Schubert : Fierrabras

Schubert : Fierrabras

Dossier : Arts, lettres et sciencesMagazine N°762 Février 2021
Par Marc DARMON (83)

Schubert : FierrabrasOrchestre Phil­har­monique de Vienne, Dorothea Röschmann, 
Michael Schade, direc­tion Ingo Metzmacher

1 DVD ou 1 Blu-ray C Major

Schu­bert ne s’est pas illus­tré à l’opéra. Le com­pos­i­teur autrichien, qui a amené sur des som­mets la lit­téra­ture pour piano, pour quatuor à cordes, les Lieder, a ten­té plusieurs fois de com­pos­er pour la scène, sans suc­cès. Tous ses opéras sont très rarement joués et on ne con­naît guère plus que l’ouverture de La Harpe enchan­tée, que Schu­bert a util­isée pour la musique de scène de Rosamunde. Fierrabras, jamais joué du vivant de Schu­bert, a trou­vé une nou­velle jeunesse grâce aux représen­ta­tions sur scène et l’enregistrement de Clau­dio Abba­do dans les années 1980.

Fierrabras, com­posé en 1823, est con­tem­po­rain du Freis­chütz de Weber, le chaînon man­quant entre les opéras alle­mands de Mozart et Beethoven et ceux de Wag­n­er. Comme pour L’Enlèvement au sérail, le pre­mier opéra en alle­mand de l’histoire, pour le Freis­chütz et Fide­lio de Beethoven, l’action pro­gresse grâce à des dia­logues par­lés qui s’intercalent entre les airs et les ensem­bles. Si l’influence de Weber sur Wag­n­er est con­nue, on est sur­pris d’en retrou­ver chez Schu­bert. Mais le chœur des fileuses qui débute Fierrabras est une claire inspi­ra­tion pour le chœur des fileuses du Vais­seau fan­tôme, avec très vis­i­ble­ment même une simil­i­tude thé­ma­tique frappante.

Comme sou­vent chez Schu­bert, toutes les mélodies sont mag­nifiques.

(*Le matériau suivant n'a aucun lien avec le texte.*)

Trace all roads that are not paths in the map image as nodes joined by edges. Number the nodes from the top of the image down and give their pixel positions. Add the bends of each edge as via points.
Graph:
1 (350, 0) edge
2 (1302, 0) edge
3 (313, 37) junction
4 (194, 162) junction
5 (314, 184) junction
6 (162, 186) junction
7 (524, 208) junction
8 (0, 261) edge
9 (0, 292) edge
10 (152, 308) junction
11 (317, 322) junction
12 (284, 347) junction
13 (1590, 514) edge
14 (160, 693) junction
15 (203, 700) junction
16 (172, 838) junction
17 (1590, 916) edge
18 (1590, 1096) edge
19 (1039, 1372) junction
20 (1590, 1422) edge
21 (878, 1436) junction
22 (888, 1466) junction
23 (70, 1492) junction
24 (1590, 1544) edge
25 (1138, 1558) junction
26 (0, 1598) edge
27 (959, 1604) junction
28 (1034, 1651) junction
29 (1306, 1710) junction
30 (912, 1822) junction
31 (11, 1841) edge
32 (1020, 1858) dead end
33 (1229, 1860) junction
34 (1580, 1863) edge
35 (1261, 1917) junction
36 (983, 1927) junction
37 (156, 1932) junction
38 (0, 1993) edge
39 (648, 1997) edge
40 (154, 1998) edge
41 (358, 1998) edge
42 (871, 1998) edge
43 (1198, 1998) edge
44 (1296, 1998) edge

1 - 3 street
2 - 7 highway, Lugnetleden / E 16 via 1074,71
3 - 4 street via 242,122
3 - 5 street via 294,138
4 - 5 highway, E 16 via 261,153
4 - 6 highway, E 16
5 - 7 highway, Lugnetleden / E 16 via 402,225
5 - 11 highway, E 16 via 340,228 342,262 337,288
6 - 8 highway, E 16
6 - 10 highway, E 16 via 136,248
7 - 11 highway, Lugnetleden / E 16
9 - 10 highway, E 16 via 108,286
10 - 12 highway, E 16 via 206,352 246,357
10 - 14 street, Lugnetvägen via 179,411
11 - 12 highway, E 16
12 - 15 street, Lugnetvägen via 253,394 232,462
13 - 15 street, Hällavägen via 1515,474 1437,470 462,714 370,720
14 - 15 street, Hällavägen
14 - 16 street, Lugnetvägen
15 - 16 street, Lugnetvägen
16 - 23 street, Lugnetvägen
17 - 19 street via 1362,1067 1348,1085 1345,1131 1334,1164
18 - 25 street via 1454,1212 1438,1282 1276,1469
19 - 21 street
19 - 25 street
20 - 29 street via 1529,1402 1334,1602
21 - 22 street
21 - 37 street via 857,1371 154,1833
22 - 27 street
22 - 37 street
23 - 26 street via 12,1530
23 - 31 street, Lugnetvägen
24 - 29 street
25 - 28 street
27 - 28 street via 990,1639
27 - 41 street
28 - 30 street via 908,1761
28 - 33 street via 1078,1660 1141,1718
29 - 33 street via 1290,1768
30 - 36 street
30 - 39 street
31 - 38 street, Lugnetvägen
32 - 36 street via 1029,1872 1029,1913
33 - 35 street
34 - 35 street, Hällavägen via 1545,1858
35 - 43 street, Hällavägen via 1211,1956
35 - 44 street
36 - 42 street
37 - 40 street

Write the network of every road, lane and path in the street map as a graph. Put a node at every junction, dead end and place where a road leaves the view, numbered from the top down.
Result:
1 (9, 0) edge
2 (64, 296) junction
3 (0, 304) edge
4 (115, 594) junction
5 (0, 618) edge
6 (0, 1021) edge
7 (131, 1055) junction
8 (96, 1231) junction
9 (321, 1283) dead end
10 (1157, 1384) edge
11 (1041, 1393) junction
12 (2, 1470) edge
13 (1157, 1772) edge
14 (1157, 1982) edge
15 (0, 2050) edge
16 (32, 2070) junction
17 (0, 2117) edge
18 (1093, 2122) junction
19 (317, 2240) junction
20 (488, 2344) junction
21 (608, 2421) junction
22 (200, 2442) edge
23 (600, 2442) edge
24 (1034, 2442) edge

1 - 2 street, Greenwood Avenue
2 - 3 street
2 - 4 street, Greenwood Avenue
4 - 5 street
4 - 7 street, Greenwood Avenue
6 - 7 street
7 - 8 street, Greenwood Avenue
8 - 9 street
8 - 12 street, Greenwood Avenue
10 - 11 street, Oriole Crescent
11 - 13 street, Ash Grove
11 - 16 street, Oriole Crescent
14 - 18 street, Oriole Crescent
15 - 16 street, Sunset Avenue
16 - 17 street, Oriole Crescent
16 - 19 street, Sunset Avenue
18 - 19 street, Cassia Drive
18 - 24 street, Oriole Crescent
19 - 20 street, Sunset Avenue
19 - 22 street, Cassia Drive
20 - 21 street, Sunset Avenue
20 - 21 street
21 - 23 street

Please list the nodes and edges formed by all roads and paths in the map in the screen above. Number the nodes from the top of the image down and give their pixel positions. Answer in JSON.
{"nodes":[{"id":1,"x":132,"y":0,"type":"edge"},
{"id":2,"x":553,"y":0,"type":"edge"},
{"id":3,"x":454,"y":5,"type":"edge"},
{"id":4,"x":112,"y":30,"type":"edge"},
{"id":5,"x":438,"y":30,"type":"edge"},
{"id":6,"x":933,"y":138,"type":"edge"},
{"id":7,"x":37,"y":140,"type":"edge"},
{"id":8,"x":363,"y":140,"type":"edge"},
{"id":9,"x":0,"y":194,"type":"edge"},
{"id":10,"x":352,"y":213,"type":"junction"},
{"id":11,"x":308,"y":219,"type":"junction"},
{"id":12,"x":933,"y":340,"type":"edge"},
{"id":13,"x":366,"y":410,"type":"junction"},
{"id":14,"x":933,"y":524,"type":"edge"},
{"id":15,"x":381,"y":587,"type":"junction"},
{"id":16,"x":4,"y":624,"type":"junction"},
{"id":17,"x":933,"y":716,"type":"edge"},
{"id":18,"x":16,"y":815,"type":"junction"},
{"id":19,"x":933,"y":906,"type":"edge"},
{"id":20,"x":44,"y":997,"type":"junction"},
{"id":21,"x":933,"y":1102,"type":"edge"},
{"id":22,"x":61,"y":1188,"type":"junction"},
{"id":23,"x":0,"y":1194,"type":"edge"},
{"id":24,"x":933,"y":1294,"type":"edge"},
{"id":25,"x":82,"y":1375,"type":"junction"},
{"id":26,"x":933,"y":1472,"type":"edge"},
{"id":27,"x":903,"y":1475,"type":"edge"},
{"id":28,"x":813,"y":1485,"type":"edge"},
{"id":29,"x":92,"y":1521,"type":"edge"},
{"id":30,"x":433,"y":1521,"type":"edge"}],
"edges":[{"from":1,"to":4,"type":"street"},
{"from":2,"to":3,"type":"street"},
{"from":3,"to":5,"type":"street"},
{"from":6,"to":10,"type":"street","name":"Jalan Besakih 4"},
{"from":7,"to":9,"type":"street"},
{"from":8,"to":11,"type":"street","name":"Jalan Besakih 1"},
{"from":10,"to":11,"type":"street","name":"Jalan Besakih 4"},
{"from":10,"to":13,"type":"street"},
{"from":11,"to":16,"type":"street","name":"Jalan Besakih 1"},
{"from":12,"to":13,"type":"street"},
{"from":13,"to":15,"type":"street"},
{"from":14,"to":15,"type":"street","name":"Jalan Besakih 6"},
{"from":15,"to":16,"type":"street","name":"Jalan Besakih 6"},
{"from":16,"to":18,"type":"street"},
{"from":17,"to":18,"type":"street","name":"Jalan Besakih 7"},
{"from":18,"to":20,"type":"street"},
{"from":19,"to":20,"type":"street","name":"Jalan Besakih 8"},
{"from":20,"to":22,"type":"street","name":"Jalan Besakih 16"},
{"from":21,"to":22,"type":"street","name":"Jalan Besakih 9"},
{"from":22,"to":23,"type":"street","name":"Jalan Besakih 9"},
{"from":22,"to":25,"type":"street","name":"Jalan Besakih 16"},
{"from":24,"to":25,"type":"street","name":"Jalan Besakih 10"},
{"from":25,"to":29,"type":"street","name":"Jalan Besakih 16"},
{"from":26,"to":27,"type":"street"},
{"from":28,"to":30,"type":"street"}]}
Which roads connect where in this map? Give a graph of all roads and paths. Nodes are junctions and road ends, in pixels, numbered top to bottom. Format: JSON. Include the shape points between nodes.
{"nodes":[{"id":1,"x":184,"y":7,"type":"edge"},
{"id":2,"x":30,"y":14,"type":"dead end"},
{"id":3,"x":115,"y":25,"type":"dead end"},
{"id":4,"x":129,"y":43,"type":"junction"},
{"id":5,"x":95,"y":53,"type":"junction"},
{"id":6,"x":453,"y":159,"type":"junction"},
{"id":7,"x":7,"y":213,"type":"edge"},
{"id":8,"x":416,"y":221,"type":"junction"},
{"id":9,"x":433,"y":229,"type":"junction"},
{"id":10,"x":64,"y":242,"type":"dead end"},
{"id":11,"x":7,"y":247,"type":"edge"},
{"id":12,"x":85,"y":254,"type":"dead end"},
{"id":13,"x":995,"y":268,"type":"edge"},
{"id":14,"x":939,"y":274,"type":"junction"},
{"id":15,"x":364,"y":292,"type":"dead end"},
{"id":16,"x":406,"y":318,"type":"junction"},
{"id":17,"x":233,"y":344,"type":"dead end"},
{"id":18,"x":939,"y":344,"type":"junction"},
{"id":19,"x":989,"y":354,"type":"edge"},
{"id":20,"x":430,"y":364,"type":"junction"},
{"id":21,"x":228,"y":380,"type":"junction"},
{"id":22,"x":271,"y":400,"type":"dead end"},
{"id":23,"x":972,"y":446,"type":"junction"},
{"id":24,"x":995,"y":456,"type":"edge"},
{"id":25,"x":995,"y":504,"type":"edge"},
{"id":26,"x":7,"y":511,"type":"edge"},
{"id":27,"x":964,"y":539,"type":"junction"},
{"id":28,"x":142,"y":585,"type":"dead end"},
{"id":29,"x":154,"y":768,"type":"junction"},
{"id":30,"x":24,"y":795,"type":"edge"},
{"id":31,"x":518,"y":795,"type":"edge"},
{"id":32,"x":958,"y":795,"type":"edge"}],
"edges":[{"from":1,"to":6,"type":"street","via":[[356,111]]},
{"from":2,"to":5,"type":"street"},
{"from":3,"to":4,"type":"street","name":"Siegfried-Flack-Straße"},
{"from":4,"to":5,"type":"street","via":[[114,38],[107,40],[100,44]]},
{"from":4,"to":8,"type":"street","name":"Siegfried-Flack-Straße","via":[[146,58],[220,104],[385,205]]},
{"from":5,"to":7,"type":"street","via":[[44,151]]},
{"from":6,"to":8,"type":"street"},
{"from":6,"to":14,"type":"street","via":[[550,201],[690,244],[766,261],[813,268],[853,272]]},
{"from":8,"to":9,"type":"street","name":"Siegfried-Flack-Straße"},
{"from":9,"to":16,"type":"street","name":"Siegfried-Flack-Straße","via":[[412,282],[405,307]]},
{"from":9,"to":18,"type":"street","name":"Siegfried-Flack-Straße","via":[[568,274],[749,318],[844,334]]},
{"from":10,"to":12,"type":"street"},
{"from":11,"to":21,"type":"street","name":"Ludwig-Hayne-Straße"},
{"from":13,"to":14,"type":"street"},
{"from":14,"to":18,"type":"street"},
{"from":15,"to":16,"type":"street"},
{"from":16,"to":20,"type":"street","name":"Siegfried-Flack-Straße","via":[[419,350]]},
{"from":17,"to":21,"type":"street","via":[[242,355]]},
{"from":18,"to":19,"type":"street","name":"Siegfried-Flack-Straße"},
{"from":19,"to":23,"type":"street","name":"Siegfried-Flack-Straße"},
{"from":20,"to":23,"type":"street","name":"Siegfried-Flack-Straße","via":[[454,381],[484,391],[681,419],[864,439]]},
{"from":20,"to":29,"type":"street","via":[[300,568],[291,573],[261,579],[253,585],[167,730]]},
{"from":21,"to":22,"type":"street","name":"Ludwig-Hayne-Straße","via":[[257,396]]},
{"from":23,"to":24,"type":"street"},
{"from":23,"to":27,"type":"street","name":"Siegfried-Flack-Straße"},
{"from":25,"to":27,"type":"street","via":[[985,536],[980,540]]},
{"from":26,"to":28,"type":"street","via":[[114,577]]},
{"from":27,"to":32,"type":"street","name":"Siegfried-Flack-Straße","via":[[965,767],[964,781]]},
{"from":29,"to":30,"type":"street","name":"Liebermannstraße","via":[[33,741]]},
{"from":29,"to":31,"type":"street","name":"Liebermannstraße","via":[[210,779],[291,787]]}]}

Mais il faut recon­naître que la puis­sance théâ­trale et dra­ma­tique de l’opéra est plus faible que l’inventivité mélodique. Le thème est tiré d’une tra­di­tion issue de la Geste du Roi, autour de Charle­magne et de ses cheva­liers. Fierrabras, prince des Sar­razins, est amoureux de la fille de Charle­magne, alors que Roland est amoureux de la princesse mau­re sœur de Fierrabras. Comme chez Mozart et Beethoven, et con­traire­ment à Wag­n­er, l’opéra se ter­mine bien.

L’ouverture for­mi­da­ble, qui mérit­erait d’être jouée en con­cert, reprend le thème chan­té a capel­la par les preux cheva­liers dans le cachot des Maures.

Dans cette pro­duc­tion de Peter Stein de Salzbourg en 2014, les décors et cos­tumes sont fidèles à l’époque : châteaux et créneaux, heaumes et cottes de maille. La dis­tri­b­u­tion est au niveau de ce fameux fes­ti­val, l’un des tout pre­miers au monde. Notam­ment, Dorothea Röschmann, une Susan­na, une Comtesse et une Pam­i­na fan­tas­tiques chez Mozart, est ici une princesse sar­razine héroïque ; le Cana­di­en Michael Schade campe un Fierrabras humain et courageux. La direc­tion de Ingo Met­z­mach­er est dynamique et légère, et les bois de l’Orchestre phil­har­monique de Vienne dans la fos­se, en habit, accom­pa­g­nent mag­nifique­ment les chanteurs.

Une œuvre rare de Schu­bert, injuste­ment mécon­nue et à décou­vrir, dans les con­di­tions idéales.